* [Exercise instructions]: Identify each line below containing the string "roads" and copy it.

(Collected data)

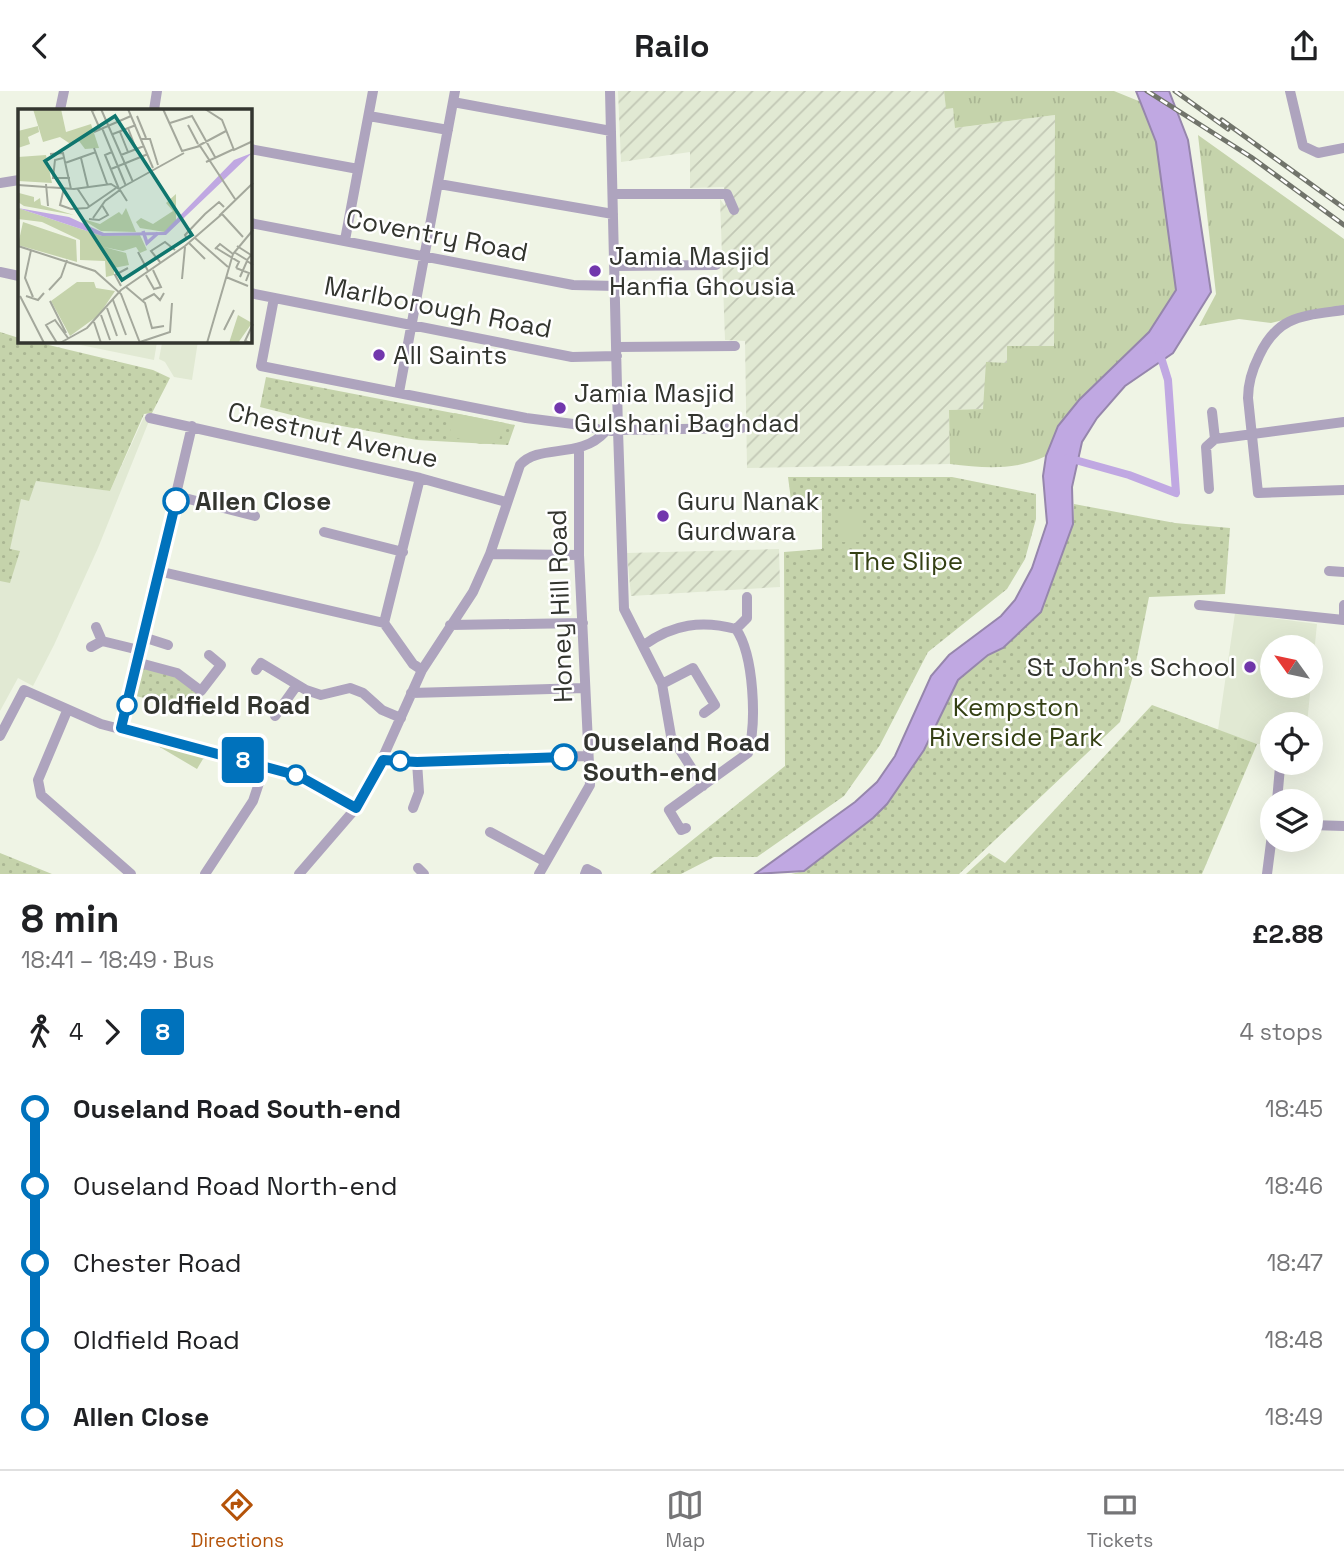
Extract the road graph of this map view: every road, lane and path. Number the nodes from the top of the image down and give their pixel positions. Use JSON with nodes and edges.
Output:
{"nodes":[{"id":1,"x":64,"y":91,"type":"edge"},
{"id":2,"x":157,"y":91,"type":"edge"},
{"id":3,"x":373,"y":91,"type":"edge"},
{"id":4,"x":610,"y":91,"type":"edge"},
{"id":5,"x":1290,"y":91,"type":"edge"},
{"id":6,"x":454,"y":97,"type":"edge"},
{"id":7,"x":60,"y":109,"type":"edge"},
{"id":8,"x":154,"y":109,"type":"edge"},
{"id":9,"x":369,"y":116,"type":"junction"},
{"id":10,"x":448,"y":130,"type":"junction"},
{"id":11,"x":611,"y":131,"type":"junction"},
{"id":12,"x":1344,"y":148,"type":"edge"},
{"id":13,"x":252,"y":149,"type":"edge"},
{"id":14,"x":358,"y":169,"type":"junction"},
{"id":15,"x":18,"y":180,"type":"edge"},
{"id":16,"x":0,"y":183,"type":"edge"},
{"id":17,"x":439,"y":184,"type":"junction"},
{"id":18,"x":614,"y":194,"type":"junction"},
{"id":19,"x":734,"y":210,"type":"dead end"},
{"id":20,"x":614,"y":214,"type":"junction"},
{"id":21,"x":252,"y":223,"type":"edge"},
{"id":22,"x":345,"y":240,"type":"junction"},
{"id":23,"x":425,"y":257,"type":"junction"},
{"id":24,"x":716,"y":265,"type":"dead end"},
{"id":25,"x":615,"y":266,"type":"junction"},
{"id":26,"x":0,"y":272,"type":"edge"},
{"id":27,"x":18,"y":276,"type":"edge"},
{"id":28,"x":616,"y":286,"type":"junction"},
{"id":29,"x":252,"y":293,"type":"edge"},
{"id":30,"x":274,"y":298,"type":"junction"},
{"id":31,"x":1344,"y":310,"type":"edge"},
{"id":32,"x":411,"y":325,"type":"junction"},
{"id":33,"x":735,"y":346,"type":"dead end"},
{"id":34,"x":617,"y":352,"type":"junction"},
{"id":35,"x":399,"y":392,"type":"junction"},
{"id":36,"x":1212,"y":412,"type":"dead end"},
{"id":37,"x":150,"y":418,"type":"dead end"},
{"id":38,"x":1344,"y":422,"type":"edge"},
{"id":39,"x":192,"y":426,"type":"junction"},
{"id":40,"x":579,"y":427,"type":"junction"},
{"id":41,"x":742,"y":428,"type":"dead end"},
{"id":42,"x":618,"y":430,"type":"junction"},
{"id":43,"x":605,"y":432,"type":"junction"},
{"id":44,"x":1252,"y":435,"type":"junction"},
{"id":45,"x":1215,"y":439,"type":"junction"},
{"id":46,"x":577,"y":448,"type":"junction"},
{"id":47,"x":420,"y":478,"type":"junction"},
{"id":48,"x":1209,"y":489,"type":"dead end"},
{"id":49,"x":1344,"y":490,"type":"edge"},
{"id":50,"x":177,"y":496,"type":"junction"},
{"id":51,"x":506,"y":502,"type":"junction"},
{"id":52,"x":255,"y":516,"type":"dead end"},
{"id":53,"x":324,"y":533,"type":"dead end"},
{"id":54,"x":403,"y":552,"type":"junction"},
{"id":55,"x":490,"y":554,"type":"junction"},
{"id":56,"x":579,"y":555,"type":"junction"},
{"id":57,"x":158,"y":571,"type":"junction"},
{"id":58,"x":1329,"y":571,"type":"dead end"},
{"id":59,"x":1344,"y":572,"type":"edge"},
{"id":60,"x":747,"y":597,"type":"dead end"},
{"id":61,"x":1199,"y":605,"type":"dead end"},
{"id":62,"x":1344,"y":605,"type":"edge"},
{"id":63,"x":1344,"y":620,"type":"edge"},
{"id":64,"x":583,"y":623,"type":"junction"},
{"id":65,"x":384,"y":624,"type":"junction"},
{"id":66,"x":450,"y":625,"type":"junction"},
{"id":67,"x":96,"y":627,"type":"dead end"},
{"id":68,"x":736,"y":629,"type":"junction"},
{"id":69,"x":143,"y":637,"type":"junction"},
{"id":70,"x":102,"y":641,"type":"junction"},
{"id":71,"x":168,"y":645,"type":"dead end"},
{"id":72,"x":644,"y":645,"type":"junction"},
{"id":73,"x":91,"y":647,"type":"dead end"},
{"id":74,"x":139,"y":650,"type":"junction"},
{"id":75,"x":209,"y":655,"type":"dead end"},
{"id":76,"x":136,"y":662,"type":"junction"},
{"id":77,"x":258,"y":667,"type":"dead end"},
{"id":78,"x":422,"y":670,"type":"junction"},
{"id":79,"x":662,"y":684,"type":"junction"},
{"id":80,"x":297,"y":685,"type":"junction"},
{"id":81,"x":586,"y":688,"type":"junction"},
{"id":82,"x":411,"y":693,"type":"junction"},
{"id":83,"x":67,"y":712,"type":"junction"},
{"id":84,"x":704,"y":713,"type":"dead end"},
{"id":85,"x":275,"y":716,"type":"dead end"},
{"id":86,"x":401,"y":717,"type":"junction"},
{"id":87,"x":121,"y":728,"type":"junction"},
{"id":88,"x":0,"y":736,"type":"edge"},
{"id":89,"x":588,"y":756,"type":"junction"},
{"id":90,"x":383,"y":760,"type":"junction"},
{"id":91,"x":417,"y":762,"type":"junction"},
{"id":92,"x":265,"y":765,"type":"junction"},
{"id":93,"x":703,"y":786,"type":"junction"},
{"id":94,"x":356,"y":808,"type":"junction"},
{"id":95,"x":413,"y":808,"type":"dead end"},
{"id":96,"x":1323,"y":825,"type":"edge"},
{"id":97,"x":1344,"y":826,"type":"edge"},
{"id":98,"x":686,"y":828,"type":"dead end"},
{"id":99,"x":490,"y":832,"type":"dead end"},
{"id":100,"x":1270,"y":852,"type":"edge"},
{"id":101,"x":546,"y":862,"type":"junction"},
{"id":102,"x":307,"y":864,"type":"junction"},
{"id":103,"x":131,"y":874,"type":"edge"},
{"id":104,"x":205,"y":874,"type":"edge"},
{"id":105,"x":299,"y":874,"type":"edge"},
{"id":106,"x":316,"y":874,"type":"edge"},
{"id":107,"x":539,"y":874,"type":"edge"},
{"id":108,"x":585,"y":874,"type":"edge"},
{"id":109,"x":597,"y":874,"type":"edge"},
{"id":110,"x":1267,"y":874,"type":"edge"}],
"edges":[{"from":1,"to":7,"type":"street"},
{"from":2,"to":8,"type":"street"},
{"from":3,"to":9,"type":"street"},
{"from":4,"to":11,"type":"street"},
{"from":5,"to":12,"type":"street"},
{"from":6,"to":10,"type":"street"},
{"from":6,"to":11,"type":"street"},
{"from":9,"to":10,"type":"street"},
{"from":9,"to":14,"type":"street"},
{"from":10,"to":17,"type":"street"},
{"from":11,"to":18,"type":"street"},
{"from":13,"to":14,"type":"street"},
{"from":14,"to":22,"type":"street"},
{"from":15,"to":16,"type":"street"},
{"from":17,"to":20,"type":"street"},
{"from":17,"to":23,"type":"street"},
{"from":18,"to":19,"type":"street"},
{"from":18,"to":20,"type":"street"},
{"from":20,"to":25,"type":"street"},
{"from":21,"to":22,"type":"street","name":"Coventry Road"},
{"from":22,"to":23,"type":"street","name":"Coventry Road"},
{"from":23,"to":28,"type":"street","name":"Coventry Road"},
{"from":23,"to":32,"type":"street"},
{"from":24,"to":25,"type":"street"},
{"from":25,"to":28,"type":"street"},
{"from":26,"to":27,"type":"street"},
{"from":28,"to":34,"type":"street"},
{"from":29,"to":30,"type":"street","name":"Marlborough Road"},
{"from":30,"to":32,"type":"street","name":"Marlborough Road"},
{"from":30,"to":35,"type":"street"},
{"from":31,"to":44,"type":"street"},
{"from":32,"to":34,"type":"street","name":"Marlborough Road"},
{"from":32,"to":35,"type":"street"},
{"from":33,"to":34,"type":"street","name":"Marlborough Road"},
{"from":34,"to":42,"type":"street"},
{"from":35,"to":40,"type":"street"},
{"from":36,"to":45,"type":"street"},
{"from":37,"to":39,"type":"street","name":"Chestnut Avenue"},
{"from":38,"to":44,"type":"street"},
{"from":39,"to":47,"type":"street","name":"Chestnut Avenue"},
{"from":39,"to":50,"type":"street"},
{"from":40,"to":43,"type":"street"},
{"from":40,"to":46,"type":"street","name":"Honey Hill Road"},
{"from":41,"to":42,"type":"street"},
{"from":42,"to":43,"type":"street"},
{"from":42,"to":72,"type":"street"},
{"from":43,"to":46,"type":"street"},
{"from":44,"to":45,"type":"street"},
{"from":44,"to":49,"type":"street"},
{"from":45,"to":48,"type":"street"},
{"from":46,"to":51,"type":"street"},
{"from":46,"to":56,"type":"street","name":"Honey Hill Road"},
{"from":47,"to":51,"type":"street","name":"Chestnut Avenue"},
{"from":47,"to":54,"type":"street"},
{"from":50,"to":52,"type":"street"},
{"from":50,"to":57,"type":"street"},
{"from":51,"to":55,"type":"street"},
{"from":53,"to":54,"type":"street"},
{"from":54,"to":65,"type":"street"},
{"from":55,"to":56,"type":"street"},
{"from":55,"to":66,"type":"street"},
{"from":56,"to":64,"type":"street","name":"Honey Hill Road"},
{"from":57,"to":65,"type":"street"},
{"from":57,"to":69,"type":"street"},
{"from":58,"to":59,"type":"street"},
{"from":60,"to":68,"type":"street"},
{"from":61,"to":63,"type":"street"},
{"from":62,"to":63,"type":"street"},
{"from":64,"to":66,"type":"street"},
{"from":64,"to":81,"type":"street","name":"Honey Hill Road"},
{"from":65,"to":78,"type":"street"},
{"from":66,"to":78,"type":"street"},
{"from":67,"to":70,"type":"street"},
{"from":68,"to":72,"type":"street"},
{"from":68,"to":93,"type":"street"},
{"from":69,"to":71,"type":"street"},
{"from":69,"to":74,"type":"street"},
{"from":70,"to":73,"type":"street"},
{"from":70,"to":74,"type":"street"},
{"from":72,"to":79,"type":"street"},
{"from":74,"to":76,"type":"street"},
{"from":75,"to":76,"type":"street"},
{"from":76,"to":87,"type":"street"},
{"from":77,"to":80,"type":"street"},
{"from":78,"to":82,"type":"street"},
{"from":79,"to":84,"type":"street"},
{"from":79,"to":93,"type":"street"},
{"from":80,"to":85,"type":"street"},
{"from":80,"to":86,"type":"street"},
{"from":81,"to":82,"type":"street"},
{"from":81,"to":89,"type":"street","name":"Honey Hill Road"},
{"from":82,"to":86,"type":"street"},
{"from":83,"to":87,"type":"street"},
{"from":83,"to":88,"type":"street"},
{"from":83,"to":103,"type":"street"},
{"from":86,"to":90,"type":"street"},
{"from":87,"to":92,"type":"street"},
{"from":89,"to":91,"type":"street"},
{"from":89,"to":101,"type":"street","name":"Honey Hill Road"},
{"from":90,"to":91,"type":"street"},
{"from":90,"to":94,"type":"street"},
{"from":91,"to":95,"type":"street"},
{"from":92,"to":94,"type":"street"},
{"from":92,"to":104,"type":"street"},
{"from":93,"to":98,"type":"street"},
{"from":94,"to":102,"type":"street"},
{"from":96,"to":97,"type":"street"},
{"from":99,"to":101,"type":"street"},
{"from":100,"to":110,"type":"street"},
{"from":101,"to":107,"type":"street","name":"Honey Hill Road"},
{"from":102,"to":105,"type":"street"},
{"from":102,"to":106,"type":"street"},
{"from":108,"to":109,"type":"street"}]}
* * *
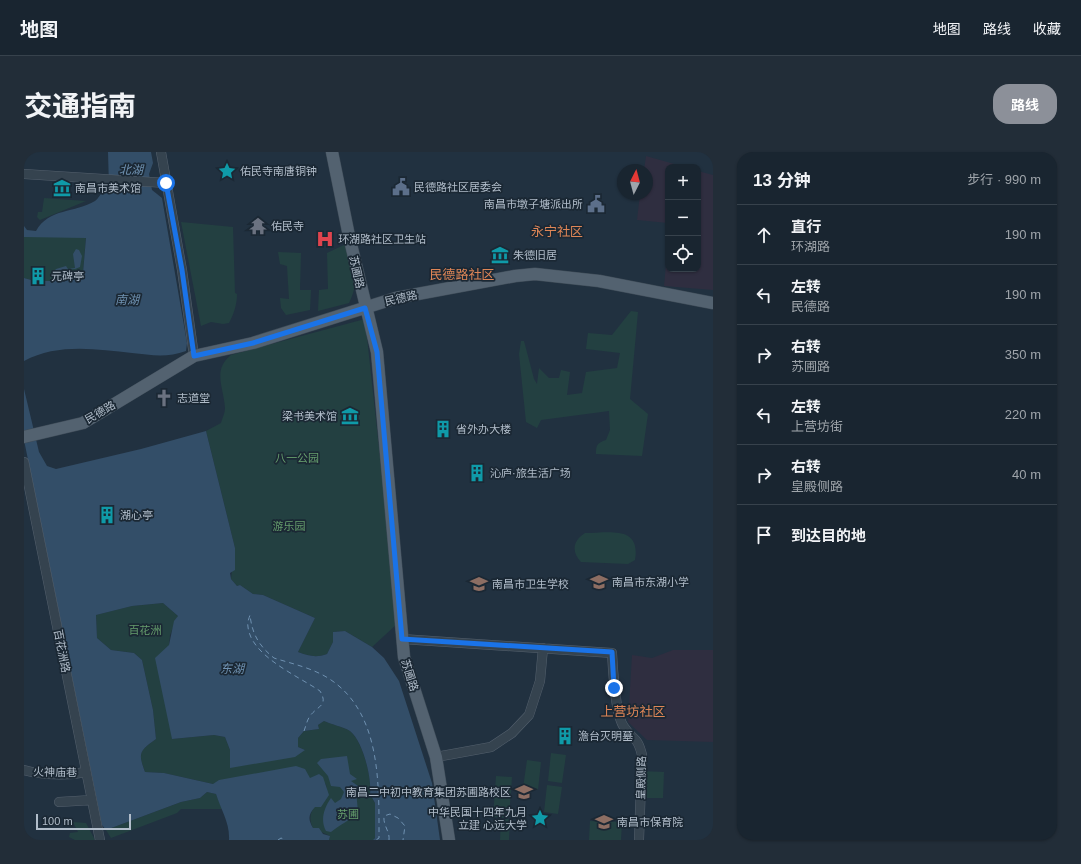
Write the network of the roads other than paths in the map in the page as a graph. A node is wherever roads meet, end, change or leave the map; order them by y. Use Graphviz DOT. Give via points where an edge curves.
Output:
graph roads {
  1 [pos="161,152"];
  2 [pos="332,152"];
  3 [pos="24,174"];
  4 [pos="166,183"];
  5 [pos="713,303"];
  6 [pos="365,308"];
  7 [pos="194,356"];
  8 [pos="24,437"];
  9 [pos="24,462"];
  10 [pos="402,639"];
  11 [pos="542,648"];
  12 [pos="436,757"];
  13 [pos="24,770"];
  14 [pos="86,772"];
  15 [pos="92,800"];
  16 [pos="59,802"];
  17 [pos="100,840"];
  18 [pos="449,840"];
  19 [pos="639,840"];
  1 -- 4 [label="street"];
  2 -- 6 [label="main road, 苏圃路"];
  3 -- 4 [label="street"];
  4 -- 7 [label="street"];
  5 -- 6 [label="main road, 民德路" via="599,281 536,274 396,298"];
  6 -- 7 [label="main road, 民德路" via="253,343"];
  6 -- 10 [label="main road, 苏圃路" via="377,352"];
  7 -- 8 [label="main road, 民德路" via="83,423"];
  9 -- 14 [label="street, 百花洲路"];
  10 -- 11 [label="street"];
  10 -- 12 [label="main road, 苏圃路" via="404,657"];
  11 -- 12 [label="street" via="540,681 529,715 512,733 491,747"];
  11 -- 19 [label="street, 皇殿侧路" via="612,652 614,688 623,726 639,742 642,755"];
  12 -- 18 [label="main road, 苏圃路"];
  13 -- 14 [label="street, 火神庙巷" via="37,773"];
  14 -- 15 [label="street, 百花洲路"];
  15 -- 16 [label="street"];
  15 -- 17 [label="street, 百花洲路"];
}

* [Response to this task]:
Write the network of the roads other than paths in the map in the page as a graph. A node is wherever roads meet, end, change or leave the map; order them by y. Use Graphviz DOT. Give via points where an edge curves.
graph roads {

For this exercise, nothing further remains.